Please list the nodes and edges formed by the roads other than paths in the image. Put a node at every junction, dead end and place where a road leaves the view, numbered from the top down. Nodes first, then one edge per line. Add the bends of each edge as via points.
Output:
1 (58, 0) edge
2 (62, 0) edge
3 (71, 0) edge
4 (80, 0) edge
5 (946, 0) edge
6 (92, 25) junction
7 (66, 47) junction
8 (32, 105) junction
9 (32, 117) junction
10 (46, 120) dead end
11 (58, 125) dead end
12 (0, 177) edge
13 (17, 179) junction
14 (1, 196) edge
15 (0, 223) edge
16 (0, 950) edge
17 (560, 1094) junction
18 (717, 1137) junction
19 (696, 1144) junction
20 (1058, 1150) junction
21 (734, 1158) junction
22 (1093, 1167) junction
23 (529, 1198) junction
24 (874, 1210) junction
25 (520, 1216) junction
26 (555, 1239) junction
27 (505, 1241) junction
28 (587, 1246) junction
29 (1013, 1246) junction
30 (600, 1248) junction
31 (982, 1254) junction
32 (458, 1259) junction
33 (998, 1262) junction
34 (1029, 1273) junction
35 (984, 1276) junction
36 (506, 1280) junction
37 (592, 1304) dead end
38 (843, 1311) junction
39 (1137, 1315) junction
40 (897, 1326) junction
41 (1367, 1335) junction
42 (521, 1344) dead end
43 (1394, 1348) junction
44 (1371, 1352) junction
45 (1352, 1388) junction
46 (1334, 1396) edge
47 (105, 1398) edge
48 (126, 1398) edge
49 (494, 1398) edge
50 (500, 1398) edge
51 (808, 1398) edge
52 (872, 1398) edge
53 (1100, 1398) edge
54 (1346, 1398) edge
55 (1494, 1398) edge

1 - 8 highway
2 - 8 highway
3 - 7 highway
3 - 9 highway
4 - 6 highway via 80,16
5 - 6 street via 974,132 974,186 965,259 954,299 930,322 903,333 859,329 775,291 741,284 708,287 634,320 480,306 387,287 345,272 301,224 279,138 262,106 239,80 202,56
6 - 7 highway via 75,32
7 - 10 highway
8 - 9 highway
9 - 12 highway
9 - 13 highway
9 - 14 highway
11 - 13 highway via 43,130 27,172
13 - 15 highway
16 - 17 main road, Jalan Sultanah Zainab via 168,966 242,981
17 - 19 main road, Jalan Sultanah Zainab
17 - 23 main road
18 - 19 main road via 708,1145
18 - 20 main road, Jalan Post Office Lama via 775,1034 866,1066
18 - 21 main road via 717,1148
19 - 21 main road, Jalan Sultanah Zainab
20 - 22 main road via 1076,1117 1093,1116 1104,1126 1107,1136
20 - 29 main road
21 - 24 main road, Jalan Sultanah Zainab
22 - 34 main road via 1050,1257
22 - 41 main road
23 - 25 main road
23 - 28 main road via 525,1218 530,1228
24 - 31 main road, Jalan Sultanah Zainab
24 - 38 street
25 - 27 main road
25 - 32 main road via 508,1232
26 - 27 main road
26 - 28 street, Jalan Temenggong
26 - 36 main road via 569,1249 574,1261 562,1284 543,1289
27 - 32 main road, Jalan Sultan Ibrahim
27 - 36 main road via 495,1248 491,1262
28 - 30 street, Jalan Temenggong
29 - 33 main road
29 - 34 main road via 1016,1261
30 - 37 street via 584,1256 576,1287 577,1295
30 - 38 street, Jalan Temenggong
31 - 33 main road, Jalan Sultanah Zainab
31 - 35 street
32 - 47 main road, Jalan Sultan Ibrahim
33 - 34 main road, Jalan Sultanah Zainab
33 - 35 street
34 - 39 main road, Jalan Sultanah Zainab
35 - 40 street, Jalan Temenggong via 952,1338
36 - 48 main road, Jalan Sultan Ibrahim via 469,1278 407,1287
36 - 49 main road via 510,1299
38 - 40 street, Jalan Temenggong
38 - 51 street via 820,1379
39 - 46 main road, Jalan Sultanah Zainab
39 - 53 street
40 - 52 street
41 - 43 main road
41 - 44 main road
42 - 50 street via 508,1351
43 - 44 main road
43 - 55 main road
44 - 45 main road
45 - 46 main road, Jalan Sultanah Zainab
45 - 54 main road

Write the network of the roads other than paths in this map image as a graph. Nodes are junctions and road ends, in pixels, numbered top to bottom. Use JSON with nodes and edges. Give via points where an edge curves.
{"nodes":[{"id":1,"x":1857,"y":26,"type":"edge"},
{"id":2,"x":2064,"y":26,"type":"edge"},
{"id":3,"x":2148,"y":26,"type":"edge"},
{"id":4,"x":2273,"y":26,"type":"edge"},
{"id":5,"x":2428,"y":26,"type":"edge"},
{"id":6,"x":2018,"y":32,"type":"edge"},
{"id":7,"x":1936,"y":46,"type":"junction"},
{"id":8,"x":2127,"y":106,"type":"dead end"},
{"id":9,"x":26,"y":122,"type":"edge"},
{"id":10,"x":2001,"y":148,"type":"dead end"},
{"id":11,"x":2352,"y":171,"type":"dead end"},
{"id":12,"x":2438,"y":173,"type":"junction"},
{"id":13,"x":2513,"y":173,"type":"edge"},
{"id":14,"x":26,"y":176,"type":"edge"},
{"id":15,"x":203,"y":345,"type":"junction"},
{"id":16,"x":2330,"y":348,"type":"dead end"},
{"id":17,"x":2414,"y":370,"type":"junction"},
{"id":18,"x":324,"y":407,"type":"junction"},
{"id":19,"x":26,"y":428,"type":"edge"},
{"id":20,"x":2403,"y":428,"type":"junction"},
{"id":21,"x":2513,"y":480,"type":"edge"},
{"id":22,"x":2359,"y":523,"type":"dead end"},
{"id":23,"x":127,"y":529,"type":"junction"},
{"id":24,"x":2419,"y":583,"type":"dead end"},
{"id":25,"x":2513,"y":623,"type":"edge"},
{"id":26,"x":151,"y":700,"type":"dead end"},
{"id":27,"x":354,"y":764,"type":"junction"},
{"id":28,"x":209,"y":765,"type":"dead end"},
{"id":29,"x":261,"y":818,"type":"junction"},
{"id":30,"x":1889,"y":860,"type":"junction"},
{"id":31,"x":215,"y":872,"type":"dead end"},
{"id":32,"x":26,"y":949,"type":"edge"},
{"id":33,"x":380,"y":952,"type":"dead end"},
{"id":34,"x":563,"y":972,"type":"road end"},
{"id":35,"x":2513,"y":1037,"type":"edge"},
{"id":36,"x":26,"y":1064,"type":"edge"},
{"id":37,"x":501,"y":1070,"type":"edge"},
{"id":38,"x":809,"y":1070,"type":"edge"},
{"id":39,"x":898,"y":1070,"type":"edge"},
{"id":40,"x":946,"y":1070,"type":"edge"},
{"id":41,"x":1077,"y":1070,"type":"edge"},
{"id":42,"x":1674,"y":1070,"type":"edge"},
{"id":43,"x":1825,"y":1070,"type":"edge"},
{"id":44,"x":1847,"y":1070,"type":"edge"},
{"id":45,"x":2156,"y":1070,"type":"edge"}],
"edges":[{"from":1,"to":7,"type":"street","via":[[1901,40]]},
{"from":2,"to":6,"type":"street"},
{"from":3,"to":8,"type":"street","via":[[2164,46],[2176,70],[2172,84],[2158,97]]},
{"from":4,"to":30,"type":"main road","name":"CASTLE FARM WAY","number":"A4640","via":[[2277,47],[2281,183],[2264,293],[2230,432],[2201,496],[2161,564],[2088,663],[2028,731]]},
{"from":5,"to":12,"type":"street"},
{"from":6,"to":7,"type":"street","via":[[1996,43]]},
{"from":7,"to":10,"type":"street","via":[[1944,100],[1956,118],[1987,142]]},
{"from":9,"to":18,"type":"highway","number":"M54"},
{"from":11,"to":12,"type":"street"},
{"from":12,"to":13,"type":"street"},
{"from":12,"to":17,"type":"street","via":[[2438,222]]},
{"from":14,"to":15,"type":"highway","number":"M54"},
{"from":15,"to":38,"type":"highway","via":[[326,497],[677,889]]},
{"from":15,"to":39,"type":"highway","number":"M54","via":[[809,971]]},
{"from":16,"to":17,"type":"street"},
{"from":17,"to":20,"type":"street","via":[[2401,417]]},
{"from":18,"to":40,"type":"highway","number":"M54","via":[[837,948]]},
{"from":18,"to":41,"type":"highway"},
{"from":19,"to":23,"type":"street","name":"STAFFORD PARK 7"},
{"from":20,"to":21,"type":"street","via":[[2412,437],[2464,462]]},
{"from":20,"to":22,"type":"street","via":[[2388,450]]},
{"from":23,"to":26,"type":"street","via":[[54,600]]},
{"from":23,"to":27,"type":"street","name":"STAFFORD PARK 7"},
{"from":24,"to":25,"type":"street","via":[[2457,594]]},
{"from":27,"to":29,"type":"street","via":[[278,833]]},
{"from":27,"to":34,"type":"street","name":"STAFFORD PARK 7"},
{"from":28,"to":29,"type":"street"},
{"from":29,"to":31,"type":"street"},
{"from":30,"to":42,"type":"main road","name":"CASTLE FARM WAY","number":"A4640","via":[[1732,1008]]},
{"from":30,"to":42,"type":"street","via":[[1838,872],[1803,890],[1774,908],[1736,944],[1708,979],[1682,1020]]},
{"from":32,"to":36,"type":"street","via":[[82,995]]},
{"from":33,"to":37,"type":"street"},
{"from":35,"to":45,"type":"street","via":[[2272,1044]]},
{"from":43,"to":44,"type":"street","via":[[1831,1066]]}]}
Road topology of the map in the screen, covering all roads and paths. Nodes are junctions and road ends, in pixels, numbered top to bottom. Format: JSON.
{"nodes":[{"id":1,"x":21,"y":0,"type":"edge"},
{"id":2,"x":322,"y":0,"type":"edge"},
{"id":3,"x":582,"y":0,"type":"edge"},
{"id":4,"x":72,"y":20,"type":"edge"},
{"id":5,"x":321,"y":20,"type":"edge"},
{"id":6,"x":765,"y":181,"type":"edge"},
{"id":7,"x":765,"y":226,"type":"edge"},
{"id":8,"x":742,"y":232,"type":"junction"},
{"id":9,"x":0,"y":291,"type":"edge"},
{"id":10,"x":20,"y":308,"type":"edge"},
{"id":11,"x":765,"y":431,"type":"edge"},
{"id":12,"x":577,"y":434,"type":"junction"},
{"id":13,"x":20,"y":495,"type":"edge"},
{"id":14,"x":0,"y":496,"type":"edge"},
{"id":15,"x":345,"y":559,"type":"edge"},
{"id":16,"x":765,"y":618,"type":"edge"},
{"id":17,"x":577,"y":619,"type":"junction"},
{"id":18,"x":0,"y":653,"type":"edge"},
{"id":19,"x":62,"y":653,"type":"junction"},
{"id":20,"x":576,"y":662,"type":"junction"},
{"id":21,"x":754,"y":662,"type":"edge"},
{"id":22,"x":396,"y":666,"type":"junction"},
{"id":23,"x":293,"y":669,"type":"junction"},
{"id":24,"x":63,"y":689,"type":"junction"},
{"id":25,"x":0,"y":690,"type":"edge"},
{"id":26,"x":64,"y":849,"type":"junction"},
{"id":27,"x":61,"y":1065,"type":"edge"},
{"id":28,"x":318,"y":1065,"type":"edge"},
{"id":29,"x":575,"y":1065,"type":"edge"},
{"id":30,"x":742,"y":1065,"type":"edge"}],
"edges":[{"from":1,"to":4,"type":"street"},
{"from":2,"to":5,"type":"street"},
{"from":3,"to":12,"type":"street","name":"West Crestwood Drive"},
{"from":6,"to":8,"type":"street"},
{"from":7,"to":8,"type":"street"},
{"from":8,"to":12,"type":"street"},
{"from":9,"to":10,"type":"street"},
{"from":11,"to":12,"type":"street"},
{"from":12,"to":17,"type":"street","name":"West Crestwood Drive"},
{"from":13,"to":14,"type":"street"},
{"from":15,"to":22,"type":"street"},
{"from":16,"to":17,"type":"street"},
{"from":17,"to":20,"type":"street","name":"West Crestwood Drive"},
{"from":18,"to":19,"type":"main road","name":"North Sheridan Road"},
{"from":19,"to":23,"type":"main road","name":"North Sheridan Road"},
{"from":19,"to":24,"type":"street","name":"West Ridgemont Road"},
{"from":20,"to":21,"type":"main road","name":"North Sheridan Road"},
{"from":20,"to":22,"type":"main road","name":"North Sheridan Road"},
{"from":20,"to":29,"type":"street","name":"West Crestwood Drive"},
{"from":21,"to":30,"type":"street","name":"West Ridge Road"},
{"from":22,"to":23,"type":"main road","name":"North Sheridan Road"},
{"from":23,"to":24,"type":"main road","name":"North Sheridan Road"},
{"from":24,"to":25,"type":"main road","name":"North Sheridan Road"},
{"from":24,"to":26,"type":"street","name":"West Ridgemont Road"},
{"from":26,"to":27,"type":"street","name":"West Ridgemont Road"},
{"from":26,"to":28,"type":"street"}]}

- - -

WHAT THE TASK REQUIRES: Look over the listing. Pull out every line with the string "PARK" in it.

WORKED SOLUTION:
{"from":19,"to":23,"type":"street","name":"STAFFORD PARK 7"},
{"from":23,"to":27,"type":"street","name":"STAFFORD PARK 7"},
{"from":27,"to":34,"type":"street","name":"STAFFORD PARK 7"},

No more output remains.